This is a continuation of application Ser. No. 407,228 filed Jan. 29, 1975 now abandoned which is a reissue application of U.S. Pat. No. 3,698,370 filed 9/3/1970. .Iaddend.

BACKGROUND OF THE INVENTION

This invention relates in general to internal combustion engines and, more particular concerns transparent engines for educational use exposing the internal moving parts of the engine to view during operation. The invention is relatively easy and inexpensive to fabricate, safe, illustrates what happens during each cycle of engine operation and negligibly pollutes the air so that inside operation is safe and practical.

The wide use of internal combustion engines has resulted in extensive classroom study of their construction and operating principles. Internal combustion engines are employed frequently to demonstrate laws relating to the physical sciences and mechanics. Transparent models of such engines have been made to enable students to inspect visually the internal moving parts of the engine. In prior transparent engines, however, actual combustion does not take place because of the structural limitations which are necessary in order to provide the transparency characteristics.

It is an important object of this invention to provide a demonstration transparent internal combustion engine which actually burns fuel yet enables all operative parts to be viewed and inspected during operation.
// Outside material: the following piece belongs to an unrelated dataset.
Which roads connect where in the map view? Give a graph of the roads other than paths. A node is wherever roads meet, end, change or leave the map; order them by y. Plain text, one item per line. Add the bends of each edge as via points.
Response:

It is another object of the invention to achieve the preceding object while negligibly polluting the air so that the engine may be operated indoors.

It is still a further object of the invention to achieve one or more of the preceding objects while maintaining the transparent walls clear during operation.
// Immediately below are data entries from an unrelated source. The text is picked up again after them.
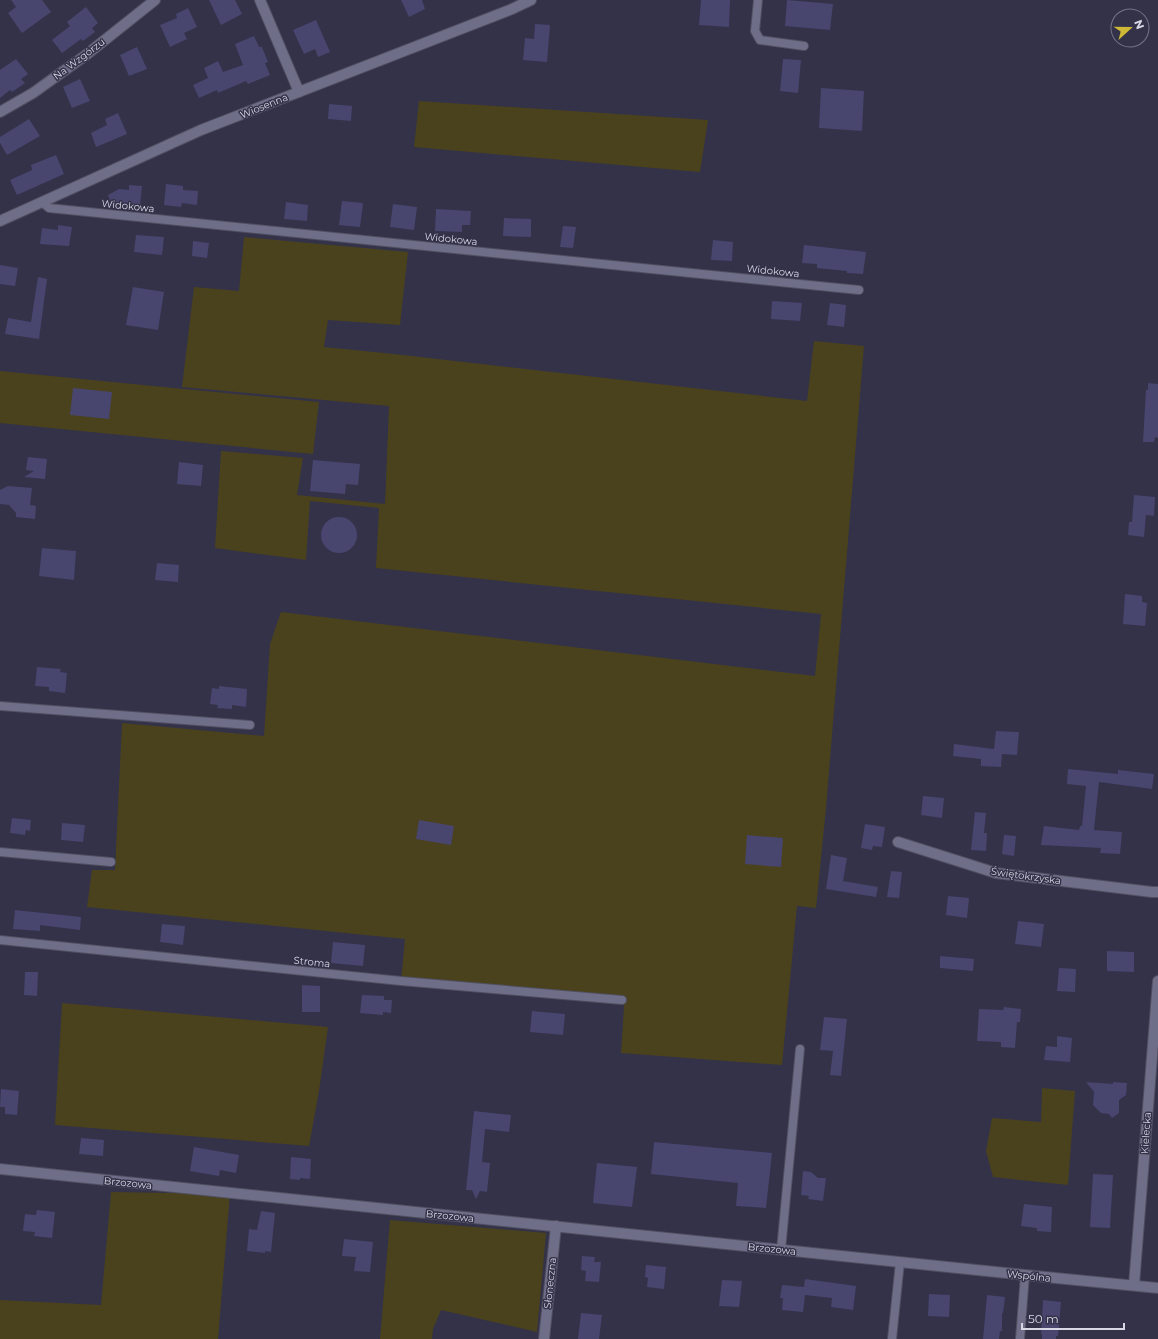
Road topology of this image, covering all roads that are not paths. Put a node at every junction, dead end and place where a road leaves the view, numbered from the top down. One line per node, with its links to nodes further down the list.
1 (155, 0): 7 (street, Na Wzgórzu)
2 (260, 0): 6 (street)
3 (531, 0): 6 (street, Wiosenna)
4 (758, 0): 5 (lane)
5 (804, 46)
6 (299, 92): 8 (street, Wiosenna)
7 (0, 112)
8 (42, 202): 9 (street, Wiosenna); 10 (lane, Widokowa)
9 (0, 221)
10 (859, 290)
11 (0, 706): 12 (lane)
12 (250, 725)
13 (898, 842): 16 (street, Świętokrzyska)
14 (0, 852): 15 (lane)
15 (111, 862)
16 (1158, 892)
17 (0, 940): 19 (lane, Stroma)
18 (1158, 981): 26 (street, Kielecka)
19 (622, 1000)
20 (800, 1049): 23 (lane)
21 (0, 1169): 22 (street, Brzozowa)
22 (556, 1226): 23 (street, Brzozowa); 28 (street, Słoneczna)
23 (781, 1250): 24 (street, Brzozowa)
24 (900, 1262): 25 (street, Wspólna); 29 (lane)
25 (1025, 1275): 26 (street, Wspólna); 30 (lane)
26 (1134, 1285): 27 (street, Wspólna)
27 (1158, 1288)
28 (544, 1339)
29 (892, 1339)
30 (1020, 1339)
It is still another object of the invention to achieve one or more of the preceding objects while having the engine operate slow enough so that its operation may be easily observed.

It is still another object of the invention to achieve one or more of the preceding objects with safety.

It is still another object of the invention to achieve one or more of the preceding objects with an engine capable of burning a variety of inexpensive fuels.

It is still another object of the invention to achieve one or more of the preceding objects with apparatus that is relatively easy and inexpensive to fabricate.

It is still a further object of the invention to achieve one or more of the preceding objects with apparatus capable of operating for relatively long periods of time.

SUMMARY OF THE INVENTION

According to the invention, an internal combustion engine includes piston means and means defining a cylinder wall surrounding the piston means made of transparent material so that operation of the piston, valves and spark gap may be visually observed as the engine operates. Means are provided for coacting with the piston and the cylinder wall to seal the combustion chamber without oil. According to one aspect of the invention this is accomplished with at least one set of rings made of material having a low coefficient of friction, such as Teflon attached to the piston and sealing the region between the piston and the cylinder wall, there being means for supporting the piston to permit relative axial displacement with the cylinder wall while being radially spaced from the cylinder wall in noncontacting relationship. The preferred and alternate piston seal comprises at least one split piston ring of high temperature elastomeric seated in an annular groove in the piston to keep friction low while the rings have enough resiliency to force them against the cylinder wall and keep the combustion chamber sealed. The piston may be metal. According to another aspect of the invention, the piston is fabricated from high temperature material, which may be plastic such as Teflon or tetrafluoroethylene and having an annular groove formed in its upper face near the periphery of the piston to define a somewhat flexible circumferentially continuous flap which bears against the inner surface of the cylinder wall to seal the region between the piston and the cylinder wall. The annular groove formed in the upper face near the periphery of the piston preferably accommodate a thin flexible leaf spring for augmenting the pressure force that helps the flap seal the combustion chamber on the suction stroke. Increasing pressure inside the combustion chamber urges the flap toward the cylinder wall.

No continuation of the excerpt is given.